__Work instructions__.
The reply must consist of one number: how many lines of the data include the word "where".

__Supplied material__.
....

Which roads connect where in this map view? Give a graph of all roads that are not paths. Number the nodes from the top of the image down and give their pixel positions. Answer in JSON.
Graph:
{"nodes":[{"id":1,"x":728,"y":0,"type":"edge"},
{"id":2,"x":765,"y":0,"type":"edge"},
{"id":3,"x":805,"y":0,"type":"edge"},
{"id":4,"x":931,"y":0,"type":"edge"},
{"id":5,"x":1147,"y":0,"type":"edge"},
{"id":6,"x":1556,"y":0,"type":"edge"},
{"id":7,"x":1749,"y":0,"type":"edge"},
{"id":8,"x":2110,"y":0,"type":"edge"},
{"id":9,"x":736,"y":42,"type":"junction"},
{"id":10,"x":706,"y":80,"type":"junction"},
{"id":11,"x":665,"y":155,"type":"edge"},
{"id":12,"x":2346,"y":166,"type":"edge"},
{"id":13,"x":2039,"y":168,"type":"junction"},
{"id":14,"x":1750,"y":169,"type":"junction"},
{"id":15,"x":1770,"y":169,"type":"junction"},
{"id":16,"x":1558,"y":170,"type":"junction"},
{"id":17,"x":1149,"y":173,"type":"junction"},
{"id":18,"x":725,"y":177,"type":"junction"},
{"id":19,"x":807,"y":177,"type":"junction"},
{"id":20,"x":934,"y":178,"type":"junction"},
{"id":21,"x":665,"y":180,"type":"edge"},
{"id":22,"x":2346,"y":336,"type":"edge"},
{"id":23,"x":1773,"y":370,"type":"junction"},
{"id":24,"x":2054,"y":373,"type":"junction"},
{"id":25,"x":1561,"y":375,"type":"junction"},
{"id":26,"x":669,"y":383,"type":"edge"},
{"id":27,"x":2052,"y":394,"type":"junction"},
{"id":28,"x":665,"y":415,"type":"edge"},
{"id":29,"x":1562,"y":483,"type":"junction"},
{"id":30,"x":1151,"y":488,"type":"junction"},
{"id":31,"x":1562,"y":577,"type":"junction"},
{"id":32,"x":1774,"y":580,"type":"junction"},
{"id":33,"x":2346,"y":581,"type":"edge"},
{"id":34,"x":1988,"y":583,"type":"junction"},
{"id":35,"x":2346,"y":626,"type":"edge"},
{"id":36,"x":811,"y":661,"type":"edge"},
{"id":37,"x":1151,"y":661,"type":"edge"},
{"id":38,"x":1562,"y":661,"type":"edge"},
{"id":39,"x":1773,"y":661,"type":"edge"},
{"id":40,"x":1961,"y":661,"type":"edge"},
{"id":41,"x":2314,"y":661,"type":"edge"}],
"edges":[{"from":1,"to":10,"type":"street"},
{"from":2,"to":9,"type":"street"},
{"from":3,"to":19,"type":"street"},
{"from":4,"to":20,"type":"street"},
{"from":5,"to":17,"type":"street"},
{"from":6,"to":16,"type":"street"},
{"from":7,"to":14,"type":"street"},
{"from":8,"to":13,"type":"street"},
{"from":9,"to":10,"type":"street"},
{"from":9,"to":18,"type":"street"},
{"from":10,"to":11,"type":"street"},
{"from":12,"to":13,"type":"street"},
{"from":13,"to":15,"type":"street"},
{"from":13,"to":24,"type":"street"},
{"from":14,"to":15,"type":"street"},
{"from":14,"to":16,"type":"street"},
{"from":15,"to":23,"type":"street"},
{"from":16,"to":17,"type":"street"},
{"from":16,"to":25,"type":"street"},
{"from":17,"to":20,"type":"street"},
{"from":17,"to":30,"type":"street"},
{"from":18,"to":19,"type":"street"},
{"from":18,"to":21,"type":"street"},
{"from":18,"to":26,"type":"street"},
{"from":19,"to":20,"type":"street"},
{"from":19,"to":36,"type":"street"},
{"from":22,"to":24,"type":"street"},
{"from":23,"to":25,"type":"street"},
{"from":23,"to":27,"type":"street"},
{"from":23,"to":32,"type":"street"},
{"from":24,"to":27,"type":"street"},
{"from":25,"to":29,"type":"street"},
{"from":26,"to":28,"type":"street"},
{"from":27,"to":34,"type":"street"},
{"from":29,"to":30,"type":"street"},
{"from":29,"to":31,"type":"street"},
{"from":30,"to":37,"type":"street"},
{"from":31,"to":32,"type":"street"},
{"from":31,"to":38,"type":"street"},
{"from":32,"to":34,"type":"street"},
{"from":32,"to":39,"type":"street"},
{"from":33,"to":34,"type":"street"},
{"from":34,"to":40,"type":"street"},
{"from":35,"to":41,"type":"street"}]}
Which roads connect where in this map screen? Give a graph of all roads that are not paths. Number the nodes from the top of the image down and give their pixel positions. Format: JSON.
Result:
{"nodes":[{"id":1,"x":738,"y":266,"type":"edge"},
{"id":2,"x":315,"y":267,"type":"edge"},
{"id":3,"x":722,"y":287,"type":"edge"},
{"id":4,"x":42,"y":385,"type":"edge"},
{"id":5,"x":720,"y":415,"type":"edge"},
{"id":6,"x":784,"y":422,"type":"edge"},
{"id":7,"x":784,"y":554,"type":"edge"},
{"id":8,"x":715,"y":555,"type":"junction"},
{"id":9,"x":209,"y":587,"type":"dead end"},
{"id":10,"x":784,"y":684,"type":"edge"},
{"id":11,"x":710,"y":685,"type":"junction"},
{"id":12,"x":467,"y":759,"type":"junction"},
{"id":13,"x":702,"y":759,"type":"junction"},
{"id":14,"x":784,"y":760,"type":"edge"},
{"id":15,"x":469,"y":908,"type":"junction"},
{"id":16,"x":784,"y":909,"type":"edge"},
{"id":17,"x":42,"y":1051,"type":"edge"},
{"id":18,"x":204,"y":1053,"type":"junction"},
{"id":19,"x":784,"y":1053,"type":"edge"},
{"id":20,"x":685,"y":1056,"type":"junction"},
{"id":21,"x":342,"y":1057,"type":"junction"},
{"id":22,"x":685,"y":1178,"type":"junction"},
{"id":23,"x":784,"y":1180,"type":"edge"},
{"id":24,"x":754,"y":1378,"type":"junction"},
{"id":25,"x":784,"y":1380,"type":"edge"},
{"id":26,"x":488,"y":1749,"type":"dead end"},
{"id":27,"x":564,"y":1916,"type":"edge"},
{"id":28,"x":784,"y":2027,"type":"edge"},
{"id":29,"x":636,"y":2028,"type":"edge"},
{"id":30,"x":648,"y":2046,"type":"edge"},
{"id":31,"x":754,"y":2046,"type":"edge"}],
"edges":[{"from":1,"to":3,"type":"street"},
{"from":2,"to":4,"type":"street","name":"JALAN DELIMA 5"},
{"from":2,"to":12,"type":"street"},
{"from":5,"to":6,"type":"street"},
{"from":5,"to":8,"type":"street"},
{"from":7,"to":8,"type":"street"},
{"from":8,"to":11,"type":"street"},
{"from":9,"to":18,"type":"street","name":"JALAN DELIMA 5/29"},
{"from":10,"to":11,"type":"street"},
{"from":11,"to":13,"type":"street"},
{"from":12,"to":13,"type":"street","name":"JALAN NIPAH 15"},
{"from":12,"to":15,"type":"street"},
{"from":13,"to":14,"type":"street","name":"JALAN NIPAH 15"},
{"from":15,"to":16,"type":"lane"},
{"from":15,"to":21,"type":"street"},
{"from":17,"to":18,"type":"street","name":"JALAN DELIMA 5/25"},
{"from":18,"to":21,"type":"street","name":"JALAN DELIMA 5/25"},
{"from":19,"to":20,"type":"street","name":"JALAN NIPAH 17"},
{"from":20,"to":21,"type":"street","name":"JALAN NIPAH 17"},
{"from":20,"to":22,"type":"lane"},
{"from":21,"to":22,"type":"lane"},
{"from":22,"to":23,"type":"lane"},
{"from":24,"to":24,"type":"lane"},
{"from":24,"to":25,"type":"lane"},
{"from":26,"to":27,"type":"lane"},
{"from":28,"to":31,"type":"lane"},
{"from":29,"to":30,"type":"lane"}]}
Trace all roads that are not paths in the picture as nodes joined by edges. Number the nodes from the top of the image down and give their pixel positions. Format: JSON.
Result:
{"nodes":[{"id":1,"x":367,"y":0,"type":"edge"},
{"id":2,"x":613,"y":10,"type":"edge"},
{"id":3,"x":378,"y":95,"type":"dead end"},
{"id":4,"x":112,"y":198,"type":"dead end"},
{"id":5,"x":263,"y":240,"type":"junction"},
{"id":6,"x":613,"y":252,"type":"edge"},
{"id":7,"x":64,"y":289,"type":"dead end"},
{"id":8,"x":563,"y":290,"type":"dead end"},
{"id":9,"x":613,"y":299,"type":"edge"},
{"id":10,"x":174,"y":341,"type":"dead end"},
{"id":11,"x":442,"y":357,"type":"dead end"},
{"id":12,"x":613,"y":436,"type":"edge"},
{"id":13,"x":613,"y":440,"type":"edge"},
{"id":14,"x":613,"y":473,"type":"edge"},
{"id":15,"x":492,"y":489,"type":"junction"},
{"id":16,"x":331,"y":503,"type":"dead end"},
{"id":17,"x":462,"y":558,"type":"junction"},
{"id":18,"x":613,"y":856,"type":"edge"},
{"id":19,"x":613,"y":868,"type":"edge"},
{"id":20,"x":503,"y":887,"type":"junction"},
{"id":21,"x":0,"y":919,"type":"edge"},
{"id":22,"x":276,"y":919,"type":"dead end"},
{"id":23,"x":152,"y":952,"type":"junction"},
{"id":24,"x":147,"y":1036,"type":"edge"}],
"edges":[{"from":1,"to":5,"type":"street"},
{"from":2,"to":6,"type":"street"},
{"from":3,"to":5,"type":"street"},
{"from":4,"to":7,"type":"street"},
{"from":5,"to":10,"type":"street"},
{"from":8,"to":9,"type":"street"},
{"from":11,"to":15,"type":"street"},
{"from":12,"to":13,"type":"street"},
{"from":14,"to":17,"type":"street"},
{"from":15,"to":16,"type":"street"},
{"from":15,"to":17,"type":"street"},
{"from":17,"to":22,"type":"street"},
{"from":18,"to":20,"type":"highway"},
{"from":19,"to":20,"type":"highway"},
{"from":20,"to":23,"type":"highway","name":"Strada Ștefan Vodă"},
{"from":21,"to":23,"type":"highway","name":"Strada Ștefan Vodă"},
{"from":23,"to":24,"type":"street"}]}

....

__Your solution__.
2